Without this unction on the preacher the gospel has no more power to propagate itself than any other system of truth. This is the seal of its divinity. Unction in the preacher puts God in the gospel. Without the unction, God is absent, and the gospel is left to the low and unsatisfactory forces that the ingenuity, interest, or talents of men can devise to enforce and project its doctrines.
It is in this element that the pulpit oftener fails than in any other element. Just at this all-important point it lapses. Learning it may have, brilliancy and eloquence may delight and charm, sensation or less offensive methods may bring the populace in crowds, mental power may impress and enforce truth with all its resources; but without this unction, each and all these will be but as the fretful assault of the waters on a Gibraltar. Spray and foam may cover and spangle; but the rocks are there still, unimpressed and unimpressible. The human heart can no more be swept of its hardness and sin by these human forces than these rocks can be swept away by the ocean’s ceaseless flow.
This unction is the consecration force, and its presence the continuous test of that consecration. It is this divine anointing on the preacher that secures his consecration to God and his work. Other forces and motives may call him to the work, but this only is consecration. A separation to God’s work by the power of the Holy Spirit is the only consecration recognized by God as legitimate.
The unction, the divine unction, this heavenly anointing, is what the pulpit needs and must have. This divine and heavenly oil put on it by the imposition of God’s hand must soften and lubricate the whole man—heart, head, spirit—until it separates him with a mighty separation from all earthly, secular, worldly, selfish motives and aims, separating him to everything that is pure and Godlike.
It is the presence of this unction on the preacher that creates the stir and friction in many a congregation. The same truths have been told in the strictness of the letter, but no ruffle has been seen, no pain or pulsation felt. All is quiet as a graveyard. Another preacher comes, and this mysterious influence is on him; the letter of the Word has been fired by the Spirit, the throes of a mighty movement are felt, it is the unction that pervades and stirs the conscience and breaks the heart. Unctionless preaching makes everything hard, dry, acrid, dead.
This unction is not a memory or an era of the past only; it is a present, realized, conscious fact.
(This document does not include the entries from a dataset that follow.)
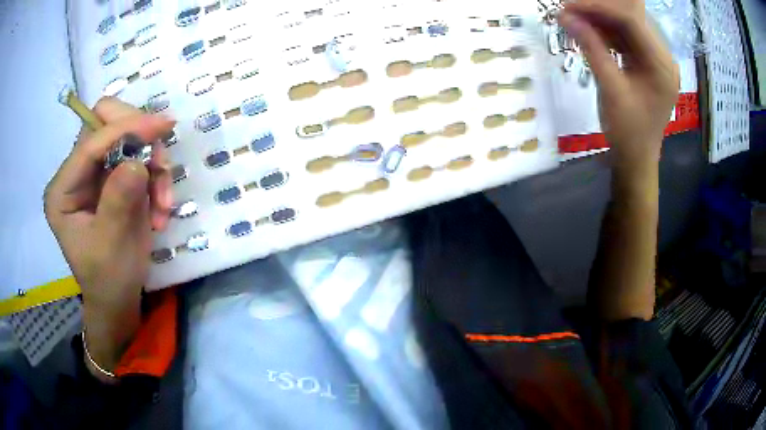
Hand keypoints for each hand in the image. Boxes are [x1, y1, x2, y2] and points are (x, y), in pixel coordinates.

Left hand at [44, 98, 174, 369]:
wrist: (119, 298)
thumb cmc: (108, 280)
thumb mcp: (110, 246)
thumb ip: (118, 202)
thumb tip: (137, 162)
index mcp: (63, 190)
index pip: (90, 143)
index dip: (124, 129)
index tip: (162, 127)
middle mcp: (77, 173)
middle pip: (107, 123)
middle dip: (137, 136)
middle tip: (159, 160)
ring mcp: (97, 173)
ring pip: (129, 136)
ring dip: (153, 164)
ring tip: (163, 203)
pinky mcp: (115, 176)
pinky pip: (141, 156)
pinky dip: (156, 177)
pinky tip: (160, 209)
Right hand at [558, 1, 678, 174]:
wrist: (636, 160)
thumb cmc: (628, 132)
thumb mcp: (610, 89)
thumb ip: (592, 48)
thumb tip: (566, 16)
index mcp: (661, 65)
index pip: (631, 21)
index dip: (598, 8)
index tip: (568, 6)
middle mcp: (663, 57)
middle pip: (631, 19)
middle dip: (599, 11)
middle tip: (570, 12)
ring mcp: (657, 61)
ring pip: (628, 26)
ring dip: (601, 21)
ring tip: (575, 21)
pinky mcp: (648, 65)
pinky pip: (627, 39)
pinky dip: (607, 33)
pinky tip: (590, 34)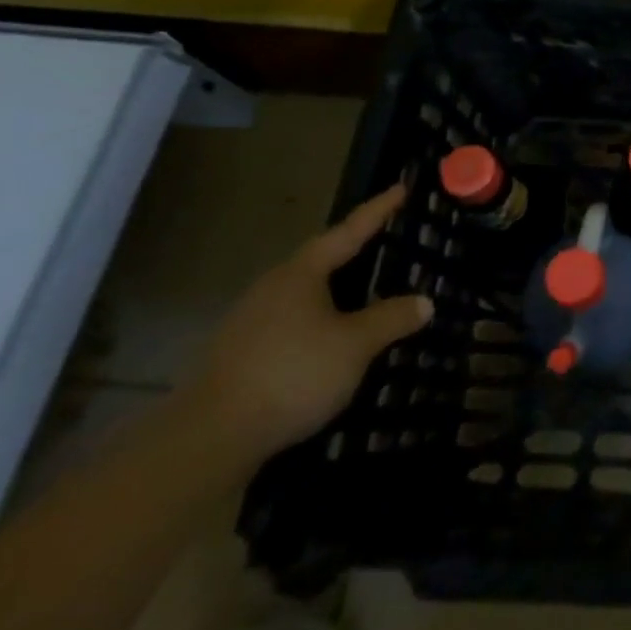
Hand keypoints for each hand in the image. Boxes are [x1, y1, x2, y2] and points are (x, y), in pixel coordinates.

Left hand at [182, 183, 432, 464]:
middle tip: (384, 242)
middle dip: (352, 252)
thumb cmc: (291, 374)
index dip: (378, 211)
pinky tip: (329, 344)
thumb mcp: (355, 345)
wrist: (206, 440)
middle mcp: (272, 289)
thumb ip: (391, 319)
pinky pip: (290, 326)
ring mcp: (249, 323)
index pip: (349, 232)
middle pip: (320, 261)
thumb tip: (424, 302)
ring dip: (334, 294)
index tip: (401, 188)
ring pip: (303, 297)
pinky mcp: (238, 357)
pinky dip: (316, 326)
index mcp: (300, 274)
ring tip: (363, 297)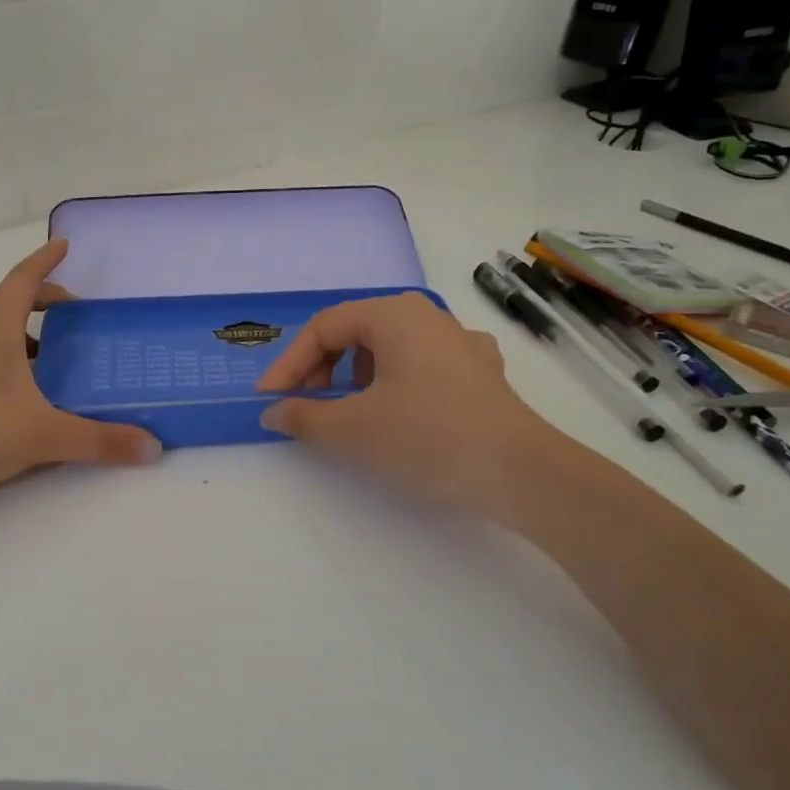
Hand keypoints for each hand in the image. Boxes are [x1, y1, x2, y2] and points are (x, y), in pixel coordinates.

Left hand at [0, 240, 160, 512]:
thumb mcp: (42, 436)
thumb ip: (99, 441)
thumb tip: (153, 447)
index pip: (22, 281)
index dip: (44, 260)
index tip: (64, 244)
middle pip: (3, 301)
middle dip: (38, 298)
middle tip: (69, 314)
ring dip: (13, 327)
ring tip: (43, 352)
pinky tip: (16, 392)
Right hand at [254, 292, 545, 512]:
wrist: (522, 474)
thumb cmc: (428, 437)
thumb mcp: (353, 429)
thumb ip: (303, 417)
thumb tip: (274, 413)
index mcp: (394, 314)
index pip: (324, 328)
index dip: (289, 363)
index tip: (268, 400)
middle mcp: (428, 316)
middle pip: (355, 332)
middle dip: (321, 368)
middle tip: (304, 405)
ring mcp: (460, 343)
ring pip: (389, 348)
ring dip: (355, 376)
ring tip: (346, 410)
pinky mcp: (481, 374)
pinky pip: (422, 366)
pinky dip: (395, 383)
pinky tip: (400, 406)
It belongs to the experience of the man as well as to his preaching. It is that which transforms him into the image of his divine Master, as well as that by which he declares the truths of Christ with power. It is so much the power in the ministry as to make all else seem feeble and vain without it, and by its presence to atone for the absence of all other and feebler forces.
This unction is not an inalienable gift. It is a conditional gift, and its presence is perpetuated and increased by the same process by which it was at first secured; by unceasing prayer to God, by impassioned desires after God, by estimating it, by seeking it with tireless ardor, by deeming all else loss and failure without it.
How and whence comes this unction? Direct from God in answer to prayer. Praying hearts only are the hearts filled with this holy oil; praying lips only are anointed with this divine unction.
Prayer, much prayer, is the price of preaching unction; prayer, much prayer, is the one, sole condition of keeping this unction. Without unceasing prayer the unction never comes to the preacher. Without perseverance in prayer, the unction, like the manna overkept, breeds worms.